[Start of Attachment]
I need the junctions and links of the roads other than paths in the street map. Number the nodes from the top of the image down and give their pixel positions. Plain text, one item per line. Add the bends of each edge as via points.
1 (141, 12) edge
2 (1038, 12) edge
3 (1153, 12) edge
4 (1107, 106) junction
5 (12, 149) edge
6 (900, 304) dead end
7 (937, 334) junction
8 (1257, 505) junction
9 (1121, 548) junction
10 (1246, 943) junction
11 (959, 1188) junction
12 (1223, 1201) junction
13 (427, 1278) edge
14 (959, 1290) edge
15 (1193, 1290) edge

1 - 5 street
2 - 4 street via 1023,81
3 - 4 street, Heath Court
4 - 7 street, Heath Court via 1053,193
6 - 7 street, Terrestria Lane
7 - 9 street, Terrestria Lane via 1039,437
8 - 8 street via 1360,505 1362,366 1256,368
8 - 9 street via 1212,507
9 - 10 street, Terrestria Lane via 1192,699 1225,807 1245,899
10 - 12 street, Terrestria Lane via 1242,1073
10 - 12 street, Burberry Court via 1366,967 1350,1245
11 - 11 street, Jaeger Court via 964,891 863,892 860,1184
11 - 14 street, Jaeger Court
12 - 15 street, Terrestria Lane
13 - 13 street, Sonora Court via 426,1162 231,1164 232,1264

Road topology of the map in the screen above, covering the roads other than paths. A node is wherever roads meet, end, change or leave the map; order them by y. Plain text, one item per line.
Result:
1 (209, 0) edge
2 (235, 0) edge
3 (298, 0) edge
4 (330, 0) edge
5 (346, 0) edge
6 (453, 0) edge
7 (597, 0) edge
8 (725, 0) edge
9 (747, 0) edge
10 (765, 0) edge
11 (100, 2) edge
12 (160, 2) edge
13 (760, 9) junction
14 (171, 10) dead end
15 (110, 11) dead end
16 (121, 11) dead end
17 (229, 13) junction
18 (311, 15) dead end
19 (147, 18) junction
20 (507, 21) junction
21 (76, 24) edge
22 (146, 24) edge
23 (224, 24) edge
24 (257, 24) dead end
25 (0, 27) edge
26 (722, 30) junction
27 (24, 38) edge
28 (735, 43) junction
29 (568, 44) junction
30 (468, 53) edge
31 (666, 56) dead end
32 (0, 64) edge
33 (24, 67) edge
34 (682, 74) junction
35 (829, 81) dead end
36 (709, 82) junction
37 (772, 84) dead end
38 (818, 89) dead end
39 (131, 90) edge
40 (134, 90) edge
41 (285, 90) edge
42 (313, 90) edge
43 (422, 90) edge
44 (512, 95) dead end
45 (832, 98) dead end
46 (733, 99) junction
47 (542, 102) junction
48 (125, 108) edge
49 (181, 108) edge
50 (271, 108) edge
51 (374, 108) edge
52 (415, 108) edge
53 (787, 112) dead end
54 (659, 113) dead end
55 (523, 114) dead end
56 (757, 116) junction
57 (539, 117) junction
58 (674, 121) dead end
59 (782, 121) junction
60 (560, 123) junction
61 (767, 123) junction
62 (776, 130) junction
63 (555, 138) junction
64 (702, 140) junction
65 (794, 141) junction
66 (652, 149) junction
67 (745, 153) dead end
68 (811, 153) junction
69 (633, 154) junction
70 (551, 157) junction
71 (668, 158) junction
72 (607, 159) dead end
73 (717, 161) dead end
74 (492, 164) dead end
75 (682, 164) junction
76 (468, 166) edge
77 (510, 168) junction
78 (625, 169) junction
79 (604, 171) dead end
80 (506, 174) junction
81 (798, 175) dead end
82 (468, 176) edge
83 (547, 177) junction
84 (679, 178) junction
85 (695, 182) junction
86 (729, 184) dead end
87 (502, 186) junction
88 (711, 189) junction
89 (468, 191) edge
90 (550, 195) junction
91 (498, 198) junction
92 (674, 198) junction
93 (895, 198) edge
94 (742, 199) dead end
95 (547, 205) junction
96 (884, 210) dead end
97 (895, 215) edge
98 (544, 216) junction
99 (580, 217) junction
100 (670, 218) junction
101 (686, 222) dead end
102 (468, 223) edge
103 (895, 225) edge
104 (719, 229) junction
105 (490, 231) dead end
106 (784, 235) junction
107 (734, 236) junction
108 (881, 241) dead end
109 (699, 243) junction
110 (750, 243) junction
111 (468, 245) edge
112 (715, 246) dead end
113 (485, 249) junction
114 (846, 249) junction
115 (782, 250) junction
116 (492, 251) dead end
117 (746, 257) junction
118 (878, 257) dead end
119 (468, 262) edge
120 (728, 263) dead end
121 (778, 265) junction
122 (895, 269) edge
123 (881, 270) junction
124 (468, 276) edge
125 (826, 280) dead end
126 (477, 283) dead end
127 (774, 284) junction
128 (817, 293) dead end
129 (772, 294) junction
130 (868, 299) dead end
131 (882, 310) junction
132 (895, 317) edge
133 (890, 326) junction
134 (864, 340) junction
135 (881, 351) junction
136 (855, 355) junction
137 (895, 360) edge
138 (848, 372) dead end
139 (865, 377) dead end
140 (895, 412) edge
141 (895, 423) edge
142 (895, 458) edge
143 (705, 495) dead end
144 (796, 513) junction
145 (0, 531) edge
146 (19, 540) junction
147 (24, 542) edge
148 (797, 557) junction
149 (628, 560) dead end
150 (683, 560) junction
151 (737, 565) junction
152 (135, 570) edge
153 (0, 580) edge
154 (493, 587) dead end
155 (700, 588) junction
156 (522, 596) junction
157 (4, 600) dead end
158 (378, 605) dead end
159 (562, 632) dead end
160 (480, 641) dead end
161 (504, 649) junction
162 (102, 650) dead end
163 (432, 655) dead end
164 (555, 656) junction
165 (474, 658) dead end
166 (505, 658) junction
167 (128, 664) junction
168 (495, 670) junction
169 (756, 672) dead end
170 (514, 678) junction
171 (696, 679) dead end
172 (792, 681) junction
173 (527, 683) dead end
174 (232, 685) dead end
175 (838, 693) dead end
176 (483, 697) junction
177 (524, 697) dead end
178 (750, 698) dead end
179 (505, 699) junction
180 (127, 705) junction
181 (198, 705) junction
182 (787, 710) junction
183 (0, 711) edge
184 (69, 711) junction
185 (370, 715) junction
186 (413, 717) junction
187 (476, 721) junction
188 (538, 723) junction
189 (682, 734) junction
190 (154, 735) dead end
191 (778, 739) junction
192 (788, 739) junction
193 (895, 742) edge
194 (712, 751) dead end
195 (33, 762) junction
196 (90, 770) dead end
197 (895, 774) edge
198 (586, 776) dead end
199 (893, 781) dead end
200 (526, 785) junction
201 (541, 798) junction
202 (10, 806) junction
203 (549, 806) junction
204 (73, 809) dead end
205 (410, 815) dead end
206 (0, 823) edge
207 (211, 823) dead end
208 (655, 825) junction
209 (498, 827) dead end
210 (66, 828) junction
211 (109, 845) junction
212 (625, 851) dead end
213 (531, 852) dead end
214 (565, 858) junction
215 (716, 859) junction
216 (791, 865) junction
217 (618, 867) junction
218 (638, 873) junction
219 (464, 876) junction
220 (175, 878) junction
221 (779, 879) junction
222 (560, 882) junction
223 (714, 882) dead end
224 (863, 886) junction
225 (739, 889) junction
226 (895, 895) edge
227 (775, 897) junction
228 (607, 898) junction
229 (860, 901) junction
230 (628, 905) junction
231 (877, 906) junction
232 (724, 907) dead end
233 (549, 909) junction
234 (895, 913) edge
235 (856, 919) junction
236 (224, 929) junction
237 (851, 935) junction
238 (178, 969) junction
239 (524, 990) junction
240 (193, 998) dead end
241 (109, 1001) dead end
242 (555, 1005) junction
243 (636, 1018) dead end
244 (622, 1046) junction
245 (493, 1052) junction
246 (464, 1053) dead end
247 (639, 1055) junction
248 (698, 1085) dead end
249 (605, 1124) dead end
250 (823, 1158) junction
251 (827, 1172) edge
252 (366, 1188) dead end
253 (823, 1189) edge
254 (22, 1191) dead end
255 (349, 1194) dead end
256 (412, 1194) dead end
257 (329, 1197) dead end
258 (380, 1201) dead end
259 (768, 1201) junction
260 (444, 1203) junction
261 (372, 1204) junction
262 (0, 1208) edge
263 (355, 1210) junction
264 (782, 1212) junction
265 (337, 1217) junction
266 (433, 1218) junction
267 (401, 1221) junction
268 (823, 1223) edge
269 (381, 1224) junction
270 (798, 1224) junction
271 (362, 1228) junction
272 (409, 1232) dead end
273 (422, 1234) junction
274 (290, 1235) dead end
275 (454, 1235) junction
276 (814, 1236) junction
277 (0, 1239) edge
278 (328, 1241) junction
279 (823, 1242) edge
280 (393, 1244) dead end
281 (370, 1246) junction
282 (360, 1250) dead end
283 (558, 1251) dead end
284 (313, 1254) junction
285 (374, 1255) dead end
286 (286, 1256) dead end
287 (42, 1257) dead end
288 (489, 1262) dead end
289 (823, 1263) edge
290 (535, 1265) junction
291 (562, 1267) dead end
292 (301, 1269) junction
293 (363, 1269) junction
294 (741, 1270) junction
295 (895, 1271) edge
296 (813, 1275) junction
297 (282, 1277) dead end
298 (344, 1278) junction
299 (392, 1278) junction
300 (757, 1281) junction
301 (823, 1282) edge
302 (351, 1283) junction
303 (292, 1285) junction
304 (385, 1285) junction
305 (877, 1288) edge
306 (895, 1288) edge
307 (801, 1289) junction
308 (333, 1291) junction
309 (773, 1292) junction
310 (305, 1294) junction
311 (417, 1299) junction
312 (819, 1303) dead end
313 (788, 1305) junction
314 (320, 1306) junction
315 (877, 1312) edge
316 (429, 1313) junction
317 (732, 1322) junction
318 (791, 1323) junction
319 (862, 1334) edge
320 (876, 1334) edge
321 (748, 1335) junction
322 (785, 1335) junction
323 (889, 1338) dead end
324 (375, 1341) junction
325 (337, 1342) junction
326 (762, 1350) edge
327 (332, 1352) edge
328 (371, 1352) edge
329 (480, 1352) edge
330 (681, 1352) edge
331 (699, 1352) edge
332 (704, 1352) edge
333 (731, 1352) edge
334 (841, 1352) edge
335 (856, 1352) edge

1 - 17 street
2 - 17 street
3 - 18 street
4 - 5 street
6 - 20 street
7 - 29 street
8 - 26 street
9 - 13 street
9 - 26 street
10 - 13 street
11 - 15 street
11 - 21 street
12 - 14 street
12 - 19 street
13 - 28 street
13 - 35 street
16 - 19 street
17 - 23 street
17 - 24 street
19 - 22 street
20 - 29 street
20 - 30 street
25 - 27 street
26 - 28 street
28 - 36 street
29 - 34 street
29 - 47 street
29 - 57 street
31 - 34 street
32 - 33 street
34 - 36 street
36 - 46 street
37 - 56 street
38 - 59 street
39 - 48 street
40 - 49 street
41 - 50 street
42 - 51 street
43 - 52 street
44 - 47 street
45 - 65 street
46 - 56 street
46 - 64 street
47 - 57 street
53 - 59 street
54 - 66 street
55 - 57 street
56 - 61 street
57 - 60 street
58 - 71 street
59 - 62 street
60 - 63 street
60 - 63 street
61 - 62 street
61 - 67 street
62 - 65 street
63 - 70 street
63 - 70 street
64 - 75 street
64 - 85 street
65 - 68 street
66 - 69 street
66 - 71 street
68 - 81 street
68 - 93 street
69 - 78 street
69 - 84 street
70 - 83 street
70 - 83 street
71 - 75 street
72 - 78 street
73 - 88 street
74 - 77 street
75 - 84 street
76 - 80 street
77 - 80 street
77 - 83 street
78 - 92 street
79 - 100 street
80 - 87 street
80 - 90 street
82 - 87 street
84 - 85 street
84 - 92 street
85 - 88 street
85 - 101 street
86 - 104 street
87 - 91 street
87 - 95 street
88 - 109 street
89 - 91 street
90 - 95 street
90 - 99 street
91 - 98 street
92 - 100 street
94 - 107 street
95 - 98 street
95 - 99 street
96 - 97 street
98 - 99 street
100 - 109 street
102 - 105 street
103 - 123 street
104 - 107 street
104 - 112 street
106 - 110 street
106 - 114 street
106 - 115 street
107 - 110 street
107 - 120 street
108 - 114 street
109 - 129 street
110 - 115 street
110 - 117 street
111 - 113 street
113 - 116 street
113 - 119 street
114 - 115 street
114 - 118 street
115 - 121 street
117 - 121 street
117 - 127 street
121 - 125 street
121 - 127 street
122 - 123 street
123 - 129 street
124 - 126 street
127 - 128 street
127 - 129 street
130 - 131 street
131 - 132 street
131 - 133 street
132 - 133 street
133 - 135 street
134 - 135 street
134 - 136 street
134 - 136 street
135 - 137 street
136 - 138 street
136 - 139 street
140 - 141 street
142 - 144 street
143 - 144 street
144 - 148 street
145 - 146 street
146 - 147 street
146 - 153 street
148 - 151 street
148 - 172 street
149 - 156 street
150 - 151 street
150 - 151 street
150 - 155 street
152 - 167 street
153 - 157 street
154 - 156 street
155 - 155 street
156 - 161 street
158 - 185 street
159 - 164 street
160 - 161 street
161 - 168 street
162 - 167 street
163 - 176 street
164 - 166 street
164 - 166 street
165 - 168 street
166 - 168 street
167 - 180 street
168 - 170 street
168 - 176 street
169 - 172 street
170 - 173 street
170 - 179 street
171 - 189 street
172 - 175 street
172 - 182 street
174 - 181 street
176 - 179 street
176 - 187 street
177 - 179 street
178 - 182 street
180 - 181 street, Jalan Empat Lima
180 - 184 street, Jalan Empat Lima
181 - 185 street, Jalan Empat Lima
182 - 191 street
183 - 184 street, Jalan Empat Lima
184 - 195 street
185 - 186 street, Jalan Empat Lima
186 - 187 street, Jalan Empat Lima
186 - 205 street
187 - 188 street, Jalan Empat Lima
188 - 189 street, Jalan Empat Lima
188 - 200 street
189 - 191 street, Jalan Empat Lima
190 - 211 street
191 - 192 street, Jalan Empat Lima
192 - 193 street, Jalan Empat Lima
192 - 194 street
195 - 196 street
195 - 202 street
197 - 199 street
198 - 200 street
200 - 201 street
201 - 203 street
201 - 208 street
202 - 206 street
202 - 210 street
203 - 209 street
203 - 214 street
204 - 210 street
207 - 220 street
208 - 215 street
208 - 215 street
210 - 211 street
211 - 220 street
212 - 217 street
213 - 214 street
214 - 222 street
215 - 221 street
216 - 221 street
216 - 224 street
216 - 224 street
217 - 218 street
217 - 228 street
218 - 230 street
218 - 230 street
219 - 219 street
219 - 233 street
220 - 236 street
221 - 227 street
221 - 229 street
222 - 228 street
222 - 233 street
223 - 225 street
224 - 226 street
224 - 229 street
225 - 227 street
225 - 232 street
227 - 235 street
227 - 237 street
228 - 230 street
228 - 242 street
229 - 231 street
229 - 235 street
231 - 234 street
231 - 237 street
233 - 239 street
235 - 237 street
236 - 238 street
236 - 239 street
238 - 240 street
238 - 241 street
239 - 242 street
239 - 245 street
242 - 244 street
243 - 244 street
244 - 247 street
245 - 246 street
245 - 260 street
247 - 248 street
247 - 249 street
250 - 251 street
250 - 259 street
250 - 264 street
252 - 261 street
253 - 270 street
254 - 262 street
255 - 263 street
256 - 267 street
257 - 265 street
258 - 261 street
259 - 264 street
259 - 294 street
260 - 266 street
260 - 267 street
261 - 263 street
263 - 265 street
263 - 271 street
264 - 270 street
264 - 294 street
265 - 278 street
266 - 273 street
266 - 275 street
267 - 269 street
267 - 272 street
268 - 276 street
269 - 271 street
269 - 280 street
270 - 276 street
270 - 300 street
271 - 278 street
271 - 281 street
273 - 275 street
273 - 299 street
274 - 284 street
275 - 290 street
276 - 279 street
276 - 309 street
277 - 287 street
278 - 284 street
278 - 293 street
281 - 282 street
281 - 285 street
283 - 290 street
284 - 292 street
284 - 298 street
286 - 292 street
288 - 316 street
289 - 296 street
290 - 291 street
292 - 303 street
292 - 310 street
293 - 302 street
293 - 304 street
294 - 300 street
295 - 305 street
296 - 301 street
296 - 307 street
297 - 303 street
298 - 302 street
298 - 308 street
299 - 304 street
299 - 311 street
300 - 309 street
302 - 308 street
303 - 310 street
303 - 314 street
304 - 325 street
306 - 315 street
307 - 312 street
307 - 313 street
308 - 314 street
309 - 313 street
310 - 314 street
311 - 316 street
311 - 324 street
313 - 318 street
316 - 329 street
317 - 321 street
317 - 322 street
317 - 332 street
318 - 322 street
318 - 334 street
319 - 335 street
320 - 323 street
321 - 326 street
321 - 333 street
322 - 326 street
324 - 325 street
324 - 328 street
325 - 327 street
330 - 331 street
[End of Attachment]
▶ EXERCISE AIM
Each line from the top of the records down to the one with "Road topology of" must be retyped exactly; include both ends and nothing else.

▶ ANSWER BELOW
I need the junctions and links of the roads other than paths in the street map. Number the nodes from the top of the image down and give their pixel positions. Plain text, one item per line. Add the bends of each edge as via points.
1 (141, 12) edge
2 (1038, 12) edge
3 (1153, 12) edge
4 (1107, 106) junction
5 (12, 149) edge
6 (900, 304) dead end
7 (937, 334) junction
8 (1257, 505) junction
9 (1121, 548) junction
10 (1246, 943) junction
11 (959, 1188) junction
12 (1223, 1201) junction
13 (427, 1278) edge
14 (959, 1290) edge
15 (1193, 1290) edge

1 - 5 street
2 - 4 street via 1023,81
3 - 4 street, Heath Court
4 - 7 street, Heath Court via 1053,193
6 - 7 street, Terrestria Lane
7 - 9 street, Terrestria Lane via 1039,437
8 - 8 street via 1360,505 1362,366 1256,368
8 - 9 street via 1212,507
9 - 10 street, Terrestria Lane via 1192,699 1225,807 1245,899
10 - 12 street, Terrestria Lane via 1242,1073
10 - 12 street, Burberry Court via 1366,967 1350,1245
11 - 11 street, Jaeger Court via 964,891 863,892 860,1184
11 - 14 street, Jaeger Court
12 - 15 street, Terrestria Lane
13 - 13 street, Sonora Court via 426,1162 231,1164 232,1264

Road topology of the map in the screen above, covering the roads other than paths. A node is wherever roads meet, end, change or leave the map; order them by y. Plain text, one item per line.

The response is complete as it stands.